Federico Buenrostro, former CEO of the California Public Employees’ Retirement System, will plead guilty to conspiracy charges alleging that he backdated documents in order to help a placement agent get paid and then lied about it, according to a statement from his attorney made during court proceedings in California yesterday.
The plea deal for Buenrostro – who had previously publicly maintained his innocence – could be completed as early as next week.
Buenrostro’s attorney also said that he had provided information to prosecutors on former CalPERS board member Alfred J. Villalobos, who acted as an intermediary between the public pension system and Apollo Global Management. According to the attorney, Villalobos used the backdated documentation to get some $14 million in fees from Apollo, which took the document as evidence of approval from CalPERS.
Both men are currently charged with conspiracy, although federal prosecutor Timothy Lucey has said that a new indictment will be filed and could include additional charges.
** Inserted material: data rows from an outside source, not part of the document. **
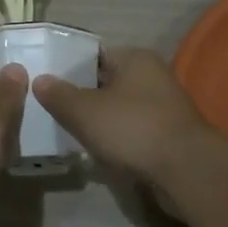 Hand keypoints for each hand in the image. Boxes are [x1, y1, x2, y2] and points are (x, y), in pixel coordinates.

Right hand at [33, 47, 208, 184]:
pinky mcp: (169, 136)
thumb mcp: (86, 111)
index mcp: (135, 58)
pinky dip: (117, 139)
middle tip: (52, 109)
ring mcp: (164, 107)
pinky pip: (134, 131)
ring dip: (100, 120)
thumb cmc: (134, 128)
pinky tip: (98, 152)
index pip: (94, 54)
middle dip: (83, 96)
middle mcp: (153, 76)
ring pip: (120, 108)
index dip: (69, 66)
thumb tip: (40, 80)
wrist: (188, 172)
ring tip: (70, 132)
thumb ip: (59, 95)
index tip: (46, 81)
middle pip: (107, 81) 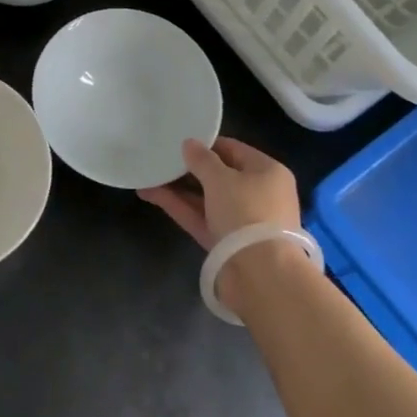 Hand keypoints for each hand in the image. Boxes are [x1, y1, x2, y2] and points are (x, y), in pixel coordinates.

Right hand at [138, 137, 300, 250]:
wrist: (260, 275)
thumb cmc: (246, 212)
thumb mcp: (221, 178)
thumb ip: (202, 159)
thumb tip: (189, 144)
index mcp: (268, 172)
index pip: (234, 150)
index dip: (206, 144)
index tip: (179, 141)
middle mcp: (257, 194)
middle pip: (219, 175)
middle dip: (189, 168)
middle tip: (161, 158)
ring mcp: (241, 221)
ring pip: (206, 198)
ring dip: (179, 188)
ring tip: (149, 175)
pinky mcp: (225, 242)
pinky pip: (200, 217)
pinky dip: (179, 206)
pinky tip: (151, 194) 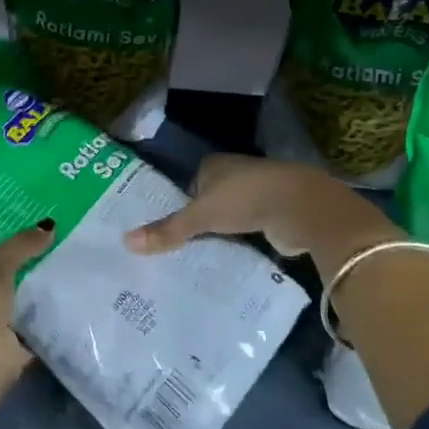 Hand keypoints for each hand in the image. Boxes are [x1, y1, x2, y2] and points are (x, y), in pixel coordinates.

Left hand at [0, 223, 55, 380]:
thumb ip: (21, 245)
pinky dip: (44, 314)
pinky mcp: (5, 345)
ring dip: (31, 289)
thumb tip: (49, 226)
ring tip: (62, 260)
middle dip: (16, 263)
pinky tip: (66, 293)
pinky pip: (29, 323)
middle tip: (45, 237)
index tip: (16, 220)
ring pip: (11, 299)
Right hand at [124, 155, 402, 281]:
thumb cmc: (247, 198)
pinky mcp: (274, 216)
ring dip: (220, 236)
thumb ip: (167, 230)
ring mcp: (257, 195)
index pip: (188, 187)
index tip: (165, 232)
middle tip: (176, 252)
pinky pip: (248, 233)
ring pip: (229, 218)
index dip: (178, 207)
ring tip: (197, 262)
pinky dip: (239, 245)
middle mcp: (234, 175)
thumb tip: (125, 242)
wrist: (302, 207)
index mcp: (214, 165)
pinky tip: (227, 263)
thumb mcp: (201, 216)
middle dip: (198, 223)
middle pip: (208, 202) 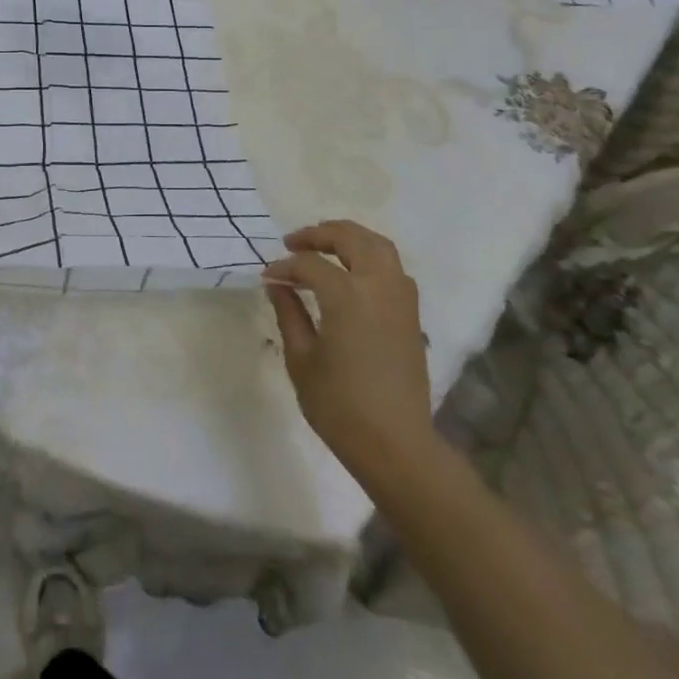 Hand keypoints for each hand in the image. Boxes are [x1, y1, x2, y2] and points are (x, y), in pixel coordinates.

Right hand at [263, 220, 434, 473]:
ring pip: (378, 246)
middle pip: (351, 239)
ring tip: (324, 246)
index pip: (310, 265)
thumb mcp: (302, 358)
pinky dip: (371, 257)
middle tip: (293, 242)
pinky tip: (352, 272)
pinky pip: (393, 268)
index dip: (284, 266)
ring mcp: (401, 298)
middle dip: (319, 235)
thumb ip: (289, 313)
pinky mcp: (412, 314)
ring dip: (350, 238)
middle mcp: (378, 286)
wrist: (395, 444)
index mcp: (347, 295)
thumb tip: (277, 283)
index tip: (266, 276)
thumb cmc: (339, 405) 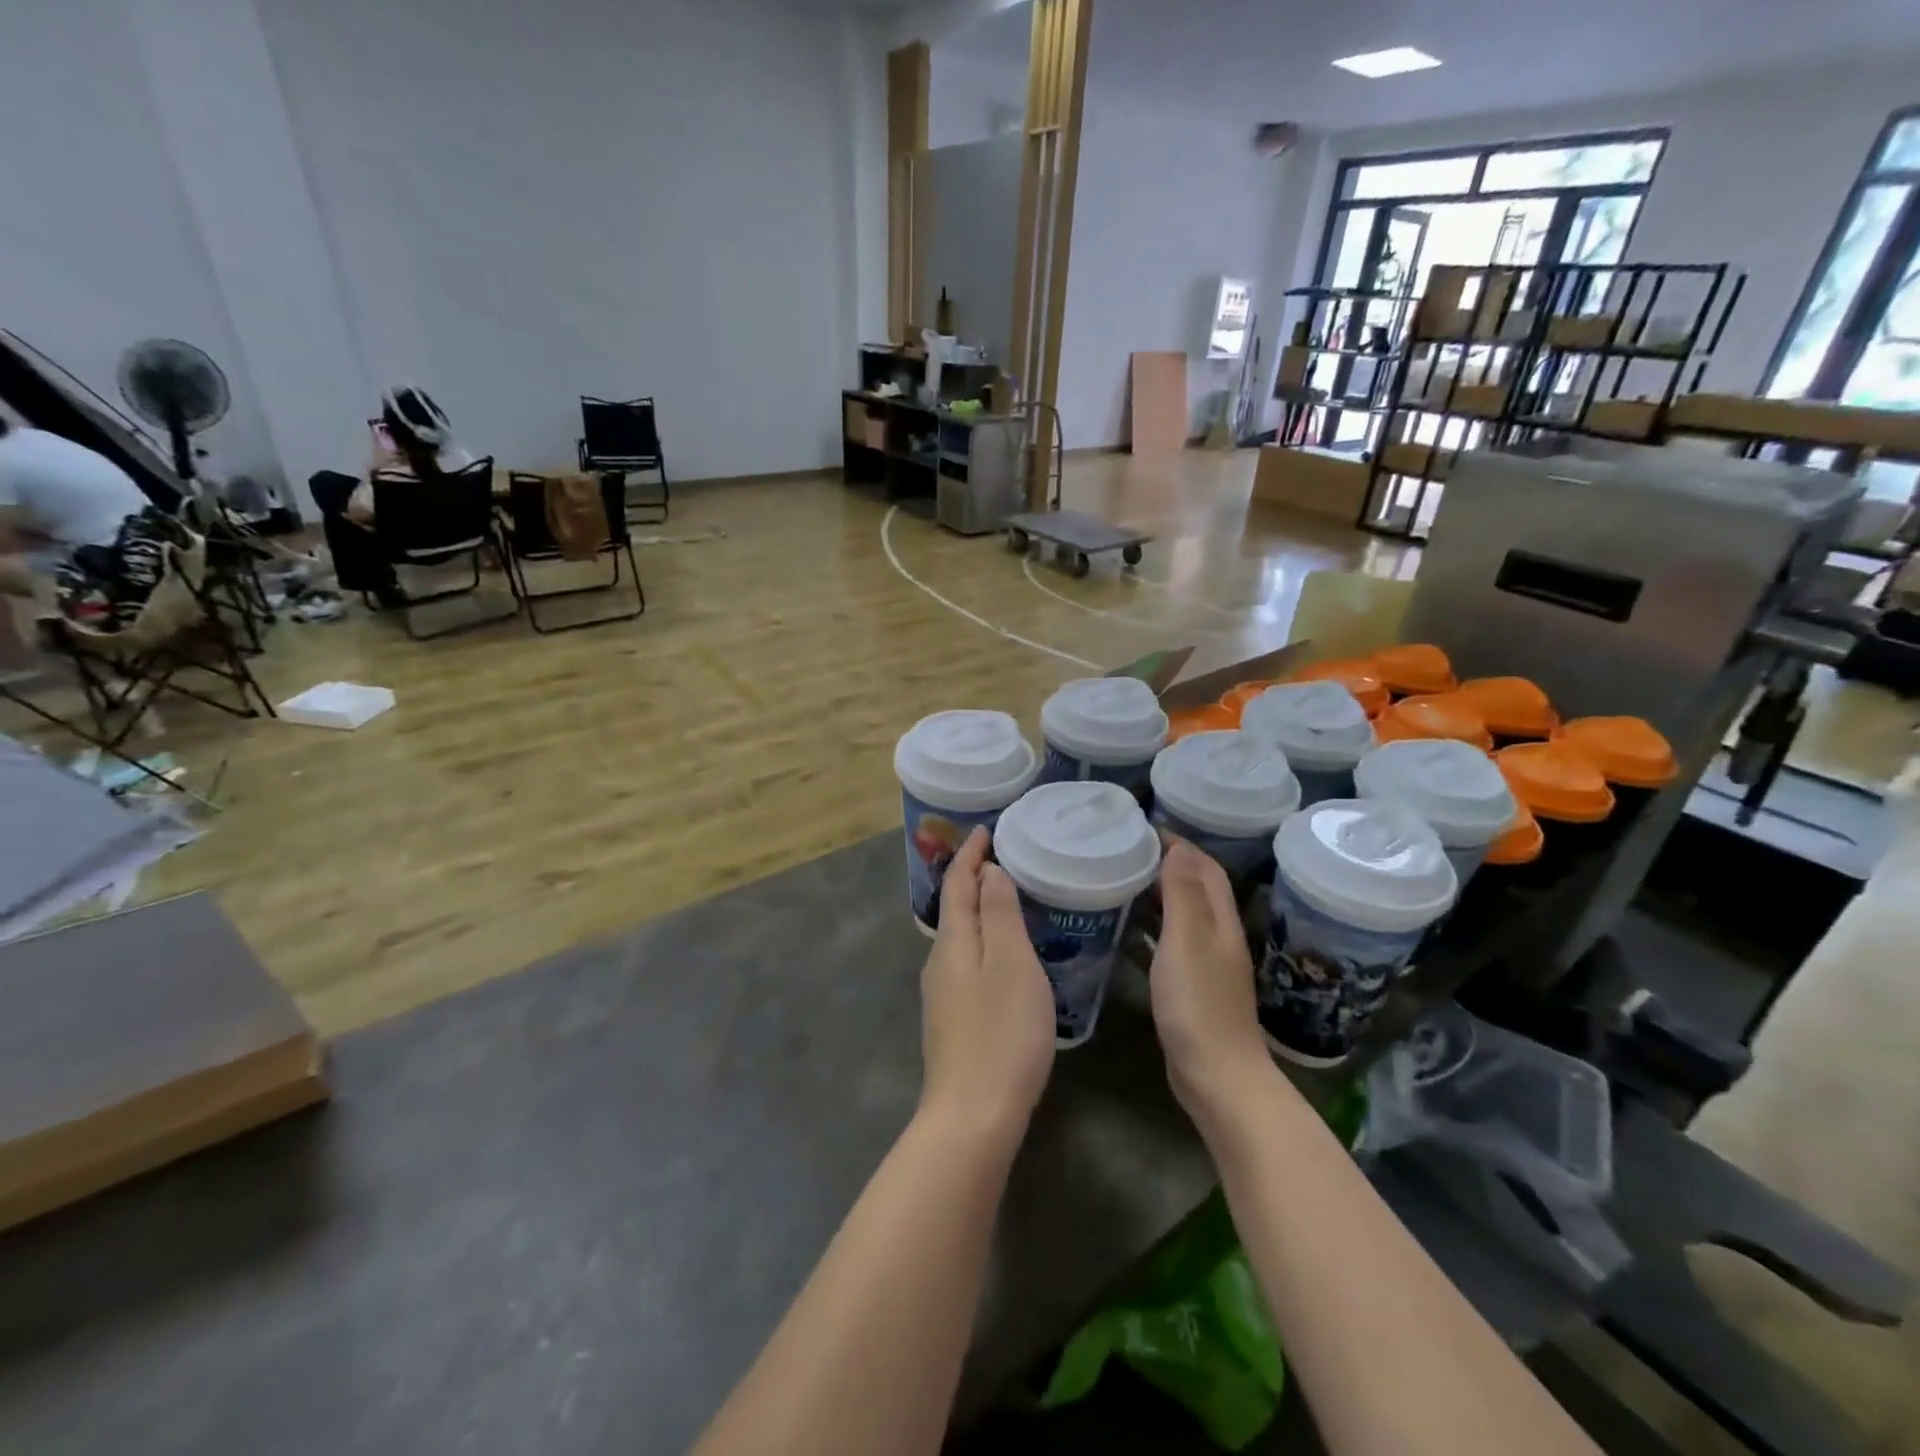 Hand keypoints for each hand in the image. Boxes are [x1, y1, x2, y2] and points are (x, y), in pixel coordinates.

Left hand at [919, 827, 1054, 1144]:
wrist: (973, 1115)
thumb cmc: (1001, 1032)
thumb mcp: (1010, 964)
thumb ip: (998, 914)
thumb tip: (988, 872)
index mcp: (954, 941)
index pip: (957, 882)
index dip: (970, 853)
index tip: (986, 829)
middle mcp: (939, 961)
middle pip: (955, 907)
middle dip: (974, 878)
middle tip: (1006, 858)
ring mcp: (942, 993)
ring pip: (961, 937)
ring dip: (980, 911)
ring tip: (1010, 899)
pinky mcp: (952, 1020)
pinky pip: (967, 962)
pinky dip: (984, 941)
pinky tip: (1005, 955)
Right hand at [1149, 838, 1271, 1122]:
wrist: (1216, 1076)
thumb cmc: (1198, 1005)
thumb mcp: (1187, 942)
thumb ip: (1183, 895)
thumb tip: (1178, 848)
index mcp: (1220, 922)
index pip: (1205, 868)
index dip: (1180, 844)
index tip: (1143, 829)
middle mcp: (1218, 937)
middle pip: (1198, 888)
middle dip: (1169, 863)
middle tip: (1126, 851)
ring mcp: (1207, 964)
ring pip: (1184, 914)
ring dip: (1159, 893)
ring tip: (1123, 879)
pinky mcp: (1192, 988)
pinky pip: (1172, 942)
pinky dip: (1153, 926)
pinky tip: (1128, 930) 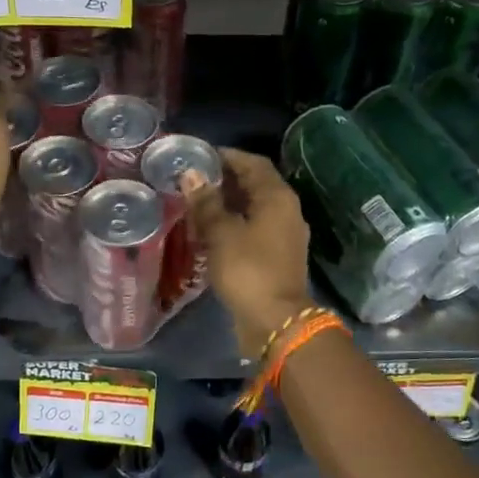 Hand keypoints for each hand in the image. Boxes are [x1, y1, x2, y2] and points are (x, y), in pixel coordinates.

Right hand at [185, 149, 316, 359]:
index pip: (253, 163)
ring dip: (227, 204)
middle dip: (224, 180)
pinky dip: (233, 224)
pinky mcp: (277, 256)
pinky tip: (210, 231)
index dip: (227, 156)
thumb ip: (206, 203)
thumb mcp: (221, 234)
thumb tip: (192, 175)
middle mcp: (286, 211)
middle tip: (192, 180)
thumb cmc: (248, 270)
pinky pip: (253, 229)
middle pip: (255, 185)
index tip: (199, 156)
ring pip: (253, 209)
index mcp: (277, 198)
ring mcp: (284, 235)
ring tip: (196, 204)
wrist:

An investigative report done for CalPERS in the wake of the scandal showed that the pension fund likely paid millions of dollars in extra fees as a result of the actions of both men.
Attorneys for Villalobos declined to comment on the matter.
“CalPERS looks forward to the closure of these cases at the appropriate time in the due course of the justice system,” the pension fund said in a statement issued shortly after Monday’s court hearing.